Can't bring myself to fork out the almighty dollars required for Oakley's, or other name-brands. So I went the WalFart value route. Limited style selection and nothing fancy. But you get a progressive RX pair of sport glasses for <$250, not counting insurance. I also upgraded to a premium RX 
for a wider, clearer, distortion-free viewing area. I appreciate having them very much!


----------



## Hobine (Jun 16, 2004)

I couldn’t stomach the high prices either. Just got a pair of single vision, gradient, high index sports glasses from Zenni for $79 delivered. 
I also got my last pair of progressive glasses from them for $110. Very pleased so far.


----------



## Oh My Sack! (Aug 21, 2006)

I'll admit, I was very anti-Oakley with what seem to be insane prices and massive profits. Before I went for it, I did some homework and then got out and started comparing. The tech in their lenses is pretty much for real and I'm experiencing it first hand with me own peepers. It's still a shitpot of coin to get my head around, though. I have had other Rx sunglasses that really strained my eyes because the lens quality was bunk. My eyes would hurt after a period of use and it took me a while before I could figure out why. That's pretty much how I ended up going the direction I did. 

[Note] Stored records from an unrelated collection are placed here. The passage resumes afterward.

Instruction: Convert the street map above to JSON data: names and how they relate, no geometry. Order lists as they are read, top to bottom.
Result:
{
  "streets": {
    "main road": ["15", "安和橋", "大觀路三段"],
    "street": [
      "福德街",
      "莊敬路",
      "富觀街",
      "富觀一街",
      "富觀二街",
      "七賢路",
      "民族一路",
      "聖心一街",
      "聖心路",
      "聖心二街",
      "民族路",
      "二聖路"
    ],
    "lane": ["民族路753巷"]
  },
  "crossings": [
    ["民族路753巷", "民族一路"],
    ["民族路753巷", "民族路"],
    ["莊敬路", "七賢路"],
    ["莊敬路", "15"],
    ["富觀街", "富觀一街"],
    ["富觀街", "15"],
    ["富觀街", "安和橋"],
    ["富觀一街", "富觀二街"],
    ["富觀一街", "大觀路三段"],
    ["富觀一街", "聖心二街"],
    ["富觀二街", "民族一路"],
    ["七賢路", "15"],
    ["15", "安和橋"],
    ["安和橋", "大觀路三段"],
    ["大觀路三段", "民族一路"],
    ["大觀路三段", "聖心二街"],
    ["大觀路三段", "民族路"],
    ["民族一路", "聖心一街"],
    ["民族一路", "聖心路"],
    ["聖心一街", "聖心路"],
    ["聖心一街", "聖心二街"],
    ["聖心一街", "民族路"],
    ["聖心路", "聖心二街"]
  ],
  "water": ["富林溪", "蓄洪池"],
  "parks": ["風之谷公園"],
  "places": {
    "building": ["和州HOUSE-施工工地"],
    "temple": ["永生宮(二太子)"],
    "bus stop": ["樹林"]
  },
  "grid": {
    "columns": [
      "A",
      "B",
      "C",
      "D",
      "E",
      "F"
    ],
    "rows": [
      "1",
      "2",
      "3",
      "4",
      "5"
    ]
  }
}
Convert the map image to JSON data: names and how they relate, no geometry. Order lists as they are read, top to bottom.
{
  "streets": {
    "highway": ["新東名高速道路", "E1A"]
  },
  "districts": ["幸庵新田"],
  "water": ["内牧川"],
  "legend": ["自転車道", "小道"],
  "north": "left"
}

You guys buying from Zenni, I looked into those after seeing a thread here on it. How do you go about fitting a frame that actually works? Just trial and error and a lot of shipping back and forth? It appeared so limiting to me. For that kind of money, I'd have several standby Rx's to choose from if they're decent.


----------



## theGliberal (Sep 25, 2009)

Now I swear there's some magnification going on. I got the dark lenses which are darker than my non-prescription sun glasses and noticed that when the sun set at 4:32PM.


----------



## gratefulron (Sep 20, 2016)

theGliberal said:


> Just picked up a pair of Oakley Flak 2.0 with progressive prescription lenses. This is my first foray into these type of sun glasses. Had to burn up the MSA, so why not. I've used them twice so far and it's been eye opening to say the least.
> 
> What are your experiences either with these glasses or something similar? TIA


I have been wearing Oakley Rx glasses for many years and i have been very happy with them. yes, they are a little pricey but then again these are your eyes we're talking about and we spend good money on our bikes and gear and i consider them as part of my safety gear as well. i use the jawbones for winter riding since they cover more and the flaks for the rest of the year.


----------



## SteveF (Mar 5, 2004)

I resisted Oakleys based on their premium pricing for a long time but finally, last year, bit the bullet and ordered a pair. The optics are so great, really fantastic that I have absolutely no regrets. Seriously, they're as good or better than my day wear regular glasses. If you have to wear prescription glasses to ride, these are worth the money.


----------



## Cuyuna (May 14, 2017)

Never cared for the Oakleys. I use Wiley X progressive, which I find more comfortable.


----------



## arphaxhad (Apr 17, 2008)

I wear progressive bifocals. I ride mostly at night and the sweet spot for distance I was looking never lined up with where my lights were. My optometrist suggested single vision distance lenses in a generic "sports goggle" type frame that my insurance covered. I cant focus closer than arms length but my night vision has improved greatly. I tried contacts as well, and the vision is about the same as with the goggles but with the added hassle of putting them in, and I had to wear clear glasses as well to keep them from drying out in the wind.


----------



## Uly (Aug 18, 2009)

I got the Tifosi Veloce in brown tint with orange mirror finish from SportRX. Distance only. The world is so brilliant now. Problem is, now I can clearly see what I was charging into blindly and I think to myself "Dammmmmmnnnnn!"


----------



## woodway (Dec 27, 2005)

I wear multi-focal contacts and regular sunglasses.


----------



## trailville (Jul 24, 2006)

Wow, I'm amazed people ride with progressive lenses. I can barely walk with those things. People tell me "you'll get used to them" but I don't think I want to "get used to" not being able see the ground without moving my head.
I have just been buying cheap single-vision prescription glasses online with whatever tint I want. Not really "sport" sunglasses, but they work for me.
I used to be a big fan of sport sunglasses, but that was when I had perfect vision and could get them for a reasonable price. Now I have a pile of them stashed away that I will probably never be able to wear again, but I'm not ready to get rid of them. I've been wearing prescription glasses for over 5 years but am still in denial that I need them.


----------



## bitflogger (Jan 12, 2004)

I have not tried Oakley's own progressives for sports. The last time I looked the marketing seemed like it was optimized for road or a triathlete. I have had lenses done to supposedly be ideal for my interests. For fast action no progressives have been best.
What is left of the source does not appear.